Task objective:
Would you please copy the part of the material below that opens with the line containing "index dip: (162, 173)" and closes with the line containing "pinky pip: (256, 191)"? Copy it exactly, and only it.

========================================

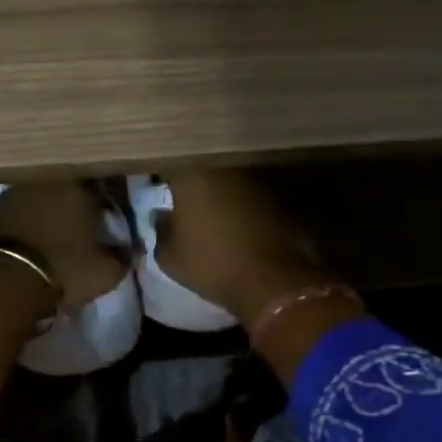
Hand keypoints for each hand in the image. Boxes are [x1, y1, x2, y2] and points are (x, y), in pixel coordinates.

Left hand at [0, 181, 127, 307]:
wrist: (0, 281)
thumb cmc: (63, 269)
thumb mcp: (105, 272)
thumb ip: (122, 257)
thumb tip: (129, 250)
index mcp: (78, 185)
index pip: (101, 185)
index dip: (107, 202)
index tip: (110, 217)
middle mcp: (44, 180)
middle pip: (66, 189)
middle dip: (74, 205)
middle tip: (81, 226)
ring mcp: (12, 193)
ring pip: (38, 199)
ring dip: (46, 213)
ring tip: (53, 237)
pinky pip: (15, 215)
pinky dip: (23, 226)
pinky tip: (27, 244)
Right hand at [151, 169, 333, 323]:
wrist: (272, 280)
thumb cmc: (212, 263)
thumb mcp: (169, 256)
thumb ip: (161, 229)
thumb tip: (162, 216)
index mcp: (191, 172)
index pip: (169, 161)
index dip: (162, 173)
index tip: (158, 185)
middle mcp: (224, 163)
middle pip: (203, 163)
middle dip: (195, 177)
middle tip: (187, 197)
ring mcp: (257, 175)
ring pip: (231, 174)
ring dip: (223, 188)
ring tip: (216, 210)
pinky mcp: (283, 191)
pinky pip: (256, 191)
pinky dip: (247, 201)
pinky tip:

========================================

Response box:
index dip: (162, 173)
index tip: (158, 185)
middle mcp: (224, 163)
middle pip: (203, 163)
middle dip: (195, 177)
middle tip: (187, 197)
ring mcp: (257, 175)
ring pip: (231, 174)
ring dip: (223, 188)
ring tip: (216, 210)
pinky mcp: (283, 191)
pinky pip: (256, 191)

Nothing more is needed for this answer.